WASHINGTON- Caribbean American Congresswoman Yvette D. Clarke has written to United States President Barack Obama urging him to stop the deportation of Caribbean immigrants.
In a joint letter with Arizona Congressman Raúl M. Grijalva, Clarke, the daughter of Jamaican immigrants, who represents the 9th Congressional District in Brooklyn, New York, appealed to Obama to “respond to the crisis of deportation in the undocumented community” in his State of the Union address on Tuesday.
“As your administration nears an astounding two million deportations, we write again to reiterate our initial request and inquire into additional steps the White House can take to provide relief to the millions of ‘Americans in Waiting’ , who live and work among us,” the letter noted.
The lawmakers said there was “a great urgency to secure avenues for humanitarian relief for the millions of families that are currently suffering under the fear of detention and deportation and being subject to widespread violations of labor and civil rights.

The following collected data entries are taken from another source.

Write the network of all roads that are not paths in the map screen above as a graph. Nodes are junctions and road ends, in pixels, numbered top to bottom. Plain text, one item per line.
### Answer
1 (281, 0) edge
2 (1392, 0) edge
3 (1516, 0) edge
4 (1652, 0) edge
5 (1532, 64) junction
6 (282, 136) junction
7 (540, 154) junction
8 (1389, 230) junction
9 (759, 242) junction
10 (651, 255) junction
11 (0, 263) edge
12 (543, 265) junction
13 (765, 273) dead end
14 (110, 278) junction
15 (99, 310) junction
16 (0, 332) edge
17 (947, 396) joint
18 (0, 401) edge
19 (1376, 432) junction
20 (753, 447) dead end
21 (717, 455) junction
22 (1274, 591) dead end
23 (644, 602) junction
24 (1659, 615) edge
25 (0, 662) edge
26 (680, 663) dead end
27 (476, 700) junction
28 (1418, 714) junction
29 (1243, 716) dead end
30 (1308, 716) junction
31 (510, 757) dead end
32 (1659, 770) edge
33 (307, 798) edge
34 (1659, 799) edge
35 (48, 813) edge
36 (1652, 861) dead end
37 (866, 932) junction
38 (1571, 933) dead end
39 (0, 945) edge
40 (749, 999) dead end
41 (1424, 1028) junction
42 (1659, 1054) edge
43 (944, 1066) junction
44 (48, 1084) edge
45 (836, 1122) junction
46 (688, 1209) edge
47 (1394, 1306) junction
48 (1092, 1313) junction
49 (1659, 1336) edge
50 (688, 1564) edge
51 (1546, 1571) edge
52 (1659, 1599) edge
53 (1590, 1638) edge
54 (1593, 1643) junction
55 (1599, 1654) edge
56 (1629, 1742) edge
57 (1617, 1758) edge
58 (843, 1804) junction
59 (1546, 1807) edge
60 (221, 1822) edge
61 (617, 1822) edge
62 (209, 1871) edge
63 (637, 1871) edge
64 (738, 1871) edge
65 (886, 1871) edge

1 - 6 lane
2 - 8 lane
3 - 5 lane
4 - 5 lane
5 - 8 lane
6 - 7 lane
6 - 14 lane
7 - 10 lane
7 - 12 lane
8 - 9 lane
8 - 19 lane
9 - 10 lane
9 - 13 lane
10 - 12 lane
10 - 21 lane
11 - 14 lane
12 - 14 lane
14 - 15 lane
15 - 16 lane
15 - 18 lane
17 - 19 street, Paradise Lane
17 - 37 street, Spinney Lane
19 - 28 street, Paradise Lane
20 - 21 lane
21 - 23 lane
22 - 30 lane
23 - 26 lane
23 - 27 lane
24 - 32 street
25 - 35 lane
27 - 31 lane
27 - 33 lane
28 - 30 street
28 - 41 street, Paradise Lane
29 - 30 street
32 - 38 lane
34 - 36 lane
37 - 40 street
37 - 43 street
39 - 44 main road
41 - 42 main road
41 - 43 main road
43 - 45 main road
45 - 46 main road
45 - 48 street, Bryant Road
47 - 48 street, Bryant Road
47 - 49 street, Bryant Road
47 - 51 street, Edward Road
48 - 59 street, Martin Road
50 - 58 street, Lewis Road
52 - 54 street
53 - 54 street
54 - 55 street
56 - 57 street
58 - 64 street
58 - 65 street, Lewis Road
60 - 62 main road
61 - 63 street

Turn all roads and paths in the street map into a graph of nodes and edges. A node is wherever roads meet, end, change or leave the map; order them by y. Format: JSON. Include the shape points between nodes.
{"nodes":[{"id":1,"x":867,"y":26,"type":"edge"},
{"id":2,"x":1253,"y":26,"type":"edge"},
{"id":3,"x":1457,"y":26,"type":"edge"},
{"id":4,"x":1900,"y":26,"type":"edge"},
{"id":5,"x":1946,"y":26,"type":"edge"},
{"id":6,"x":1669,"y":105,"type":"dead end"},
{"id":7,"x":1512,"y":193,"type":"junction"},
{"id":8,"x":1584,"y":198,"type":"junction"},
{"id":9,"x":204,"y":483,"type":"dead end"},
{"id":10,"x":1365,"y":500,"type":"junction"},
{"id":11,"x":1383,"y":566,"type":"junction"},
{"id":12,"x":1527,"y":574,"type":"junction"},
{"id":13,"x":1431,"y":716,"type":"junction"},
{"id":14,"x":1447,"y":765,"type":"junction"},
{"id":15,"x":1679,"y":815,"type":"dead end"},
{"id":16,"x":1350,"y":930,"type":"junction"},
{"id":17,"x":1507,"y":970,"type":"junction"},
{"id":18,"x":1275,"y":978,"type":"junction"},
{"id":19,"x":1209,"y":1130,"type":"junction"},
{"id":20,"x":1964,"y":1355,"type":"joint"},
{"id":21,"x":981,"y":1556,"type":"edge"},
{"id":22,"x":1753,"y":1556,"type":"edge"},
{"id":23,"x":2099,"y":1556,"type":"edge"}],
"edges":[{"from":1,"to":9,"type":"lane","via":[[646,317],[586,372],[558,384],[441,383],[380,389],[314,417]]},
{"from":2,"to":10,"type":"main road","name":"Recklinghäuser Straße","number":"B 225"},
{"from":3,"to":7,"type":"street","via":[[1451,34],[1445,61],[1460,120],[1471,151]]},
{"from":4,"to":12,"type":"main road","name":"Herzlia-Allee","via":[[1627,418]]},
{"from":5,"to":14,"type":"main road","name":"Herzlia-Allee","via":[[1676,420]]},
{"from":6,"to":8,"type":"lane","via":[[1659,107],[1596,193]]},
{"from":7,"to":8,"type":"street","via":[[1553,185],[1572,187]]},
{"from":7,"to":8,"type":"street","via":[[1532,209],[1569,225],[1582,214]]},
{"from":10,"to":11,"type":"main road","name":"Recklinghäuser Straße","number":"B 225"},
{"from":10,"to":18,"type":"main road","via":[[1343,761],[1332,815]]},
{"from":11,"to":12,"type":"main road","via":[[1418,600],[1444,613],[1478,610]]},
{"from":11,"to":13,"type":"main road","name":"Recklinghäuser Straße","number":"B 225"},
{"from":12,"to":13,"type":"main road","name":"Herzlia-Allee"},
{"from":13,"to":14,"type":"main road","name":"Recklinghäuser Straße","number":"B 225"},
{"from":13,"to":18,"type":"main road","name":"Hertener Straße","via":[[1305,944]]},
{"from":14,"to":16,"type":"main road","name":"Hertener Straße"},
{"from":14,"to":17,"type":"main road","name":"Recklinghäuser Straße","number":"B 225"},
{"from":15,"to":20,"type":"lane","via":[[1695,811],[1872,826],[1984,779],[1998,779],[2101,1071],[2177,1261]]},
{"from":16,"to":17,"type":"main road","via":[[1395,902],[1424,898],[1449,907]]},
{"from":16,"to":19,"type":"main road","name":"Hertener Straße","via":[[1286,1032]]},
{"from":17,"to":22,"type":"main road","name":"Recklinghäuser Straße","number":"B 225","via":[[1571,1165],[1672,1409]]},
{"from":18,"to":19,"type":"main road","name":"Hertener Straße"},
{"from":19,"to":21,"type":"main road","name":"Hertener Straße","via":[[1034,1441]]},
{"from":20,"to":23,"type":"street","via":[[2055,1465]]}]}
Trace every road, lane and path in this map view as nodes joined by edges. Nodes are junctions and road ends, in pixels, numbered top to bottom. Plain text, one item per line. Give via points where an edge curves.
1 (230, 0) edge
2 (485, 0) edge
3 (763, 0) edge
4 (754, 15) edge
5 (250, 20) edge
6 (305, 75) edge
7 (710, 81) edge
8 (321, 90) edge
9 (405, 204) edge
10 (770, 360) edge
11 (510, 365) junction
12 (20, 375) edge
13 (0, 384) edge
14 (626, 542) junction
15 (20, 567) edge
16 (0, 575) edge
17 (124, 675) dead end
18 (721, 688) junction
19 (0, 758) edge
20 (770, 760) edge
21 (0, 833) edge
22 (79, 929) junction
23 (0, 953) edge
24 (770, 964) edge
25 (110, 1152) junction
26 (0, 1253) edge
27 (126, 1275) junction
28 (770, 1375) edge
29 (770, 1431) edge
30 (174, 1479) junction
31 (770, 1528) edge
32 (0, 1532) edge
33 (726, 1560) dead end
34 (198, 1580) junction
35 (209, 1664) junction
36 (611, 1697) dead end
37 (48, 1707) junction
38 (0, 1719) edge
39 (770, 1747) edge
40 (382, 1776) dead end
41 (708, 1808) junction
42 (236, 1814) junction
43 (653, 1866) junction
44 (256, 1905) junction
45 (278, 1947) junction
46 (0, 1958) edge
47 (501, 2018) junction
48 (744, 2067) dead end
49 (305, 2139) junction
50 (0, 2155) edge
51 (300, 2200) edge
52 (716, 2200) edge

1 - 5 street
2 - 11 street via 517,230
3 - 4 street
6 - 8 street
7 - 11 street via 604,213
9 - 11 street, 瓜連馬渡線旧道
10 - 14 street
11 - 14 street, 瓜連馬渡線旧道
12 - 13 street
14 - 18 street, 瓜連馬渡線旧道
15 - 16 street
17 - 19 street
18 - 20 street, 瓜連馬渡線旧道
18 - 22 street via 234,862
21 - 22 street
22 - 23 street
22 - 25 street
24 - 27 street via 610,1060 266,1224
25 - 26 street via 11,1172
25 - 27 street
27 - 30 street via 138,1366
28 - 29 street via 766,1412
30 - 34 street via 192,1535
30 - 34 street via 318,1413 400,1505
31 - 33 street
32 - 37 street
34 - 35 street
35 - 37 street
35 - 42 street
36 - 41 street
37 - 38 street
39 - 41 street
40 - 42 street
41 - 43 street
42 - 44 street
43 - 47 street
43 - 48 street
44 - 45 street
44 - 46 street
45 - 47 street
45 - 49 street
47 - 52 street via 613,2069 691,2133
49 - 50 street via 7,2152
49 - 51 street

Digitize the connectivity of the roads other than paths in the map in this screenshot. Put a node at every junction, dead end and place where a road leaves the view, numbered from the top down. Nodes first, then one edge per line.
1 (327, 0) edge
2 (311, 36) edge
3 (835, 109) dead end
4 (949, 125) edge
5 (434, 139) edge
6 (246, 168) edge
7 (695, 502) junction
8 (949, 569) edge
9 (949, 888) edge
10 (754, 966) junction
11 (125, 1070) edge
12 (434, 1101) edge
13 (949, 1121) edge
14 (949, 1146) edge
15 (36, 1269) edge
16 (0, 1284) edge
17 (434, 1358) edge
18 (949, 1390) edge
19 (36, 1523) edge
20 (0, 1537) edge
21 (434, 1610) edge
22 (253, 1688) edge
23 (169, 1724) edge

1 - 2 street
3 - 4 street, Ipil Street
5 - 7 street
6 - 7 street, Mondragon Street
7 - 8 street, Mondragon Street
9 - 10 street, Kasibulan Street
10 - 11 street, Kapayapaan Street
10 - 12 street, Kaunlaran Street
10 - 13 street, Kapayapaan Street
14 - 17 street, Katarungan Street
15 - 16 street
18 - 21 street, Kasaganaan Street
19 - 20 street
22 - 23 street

“Embracing administrative solutions to provide categorical relief from deportation is critical to alleviate suffering today,” they said, telling Obama that as a first step in providing relief and paving the way forward on the path towards reform, he should suspend deportation of all immigrants.
Clarke told the Caribbean Media Corporation (CMC) that the continued deportation of Caribbean immigrants who lack legal status has separated many families across the nation.
“This policy must end,” she stressed, adding that, with the US Congress currently debating immigration reform, “the practice of continued deportation risks the very men and women who will have the ability to apply for permanent legal status and citizenship under a new system of immigration.
“The current policy of deportation undermines the goals and principles of immigration reform.”
The two lawmakers had sent a similar letter to President Obama on December 5. It was co-signed by 26 of their colleagues, asking the White House to halt deportations of Caribbean and other immigrants, which, they claimed, have been “occurring at a record pace” since Obama took office.
The congressional representatives said there was consensus in Congress that the current immigration system was “inhumane and unacceptable in addition to being wasteful and ineffective.
“If we act according to our principles, the first step toward a reform must be to provide humanitarian relief. Every day that goes by is another day that 1,000 people are taken away from their families and another day that we failed in our commitment to immigrant families,” they added.
Grijalva, who represents the 7th Congressional District in Arizona, said “waking up each morning wondering whether you’ll be separated from your family is not any kind of way to live your life in the United States.
“We need a realistic policy,” he said, adding that he looks forward to discussing options with his Congressional colleagues and allies this week.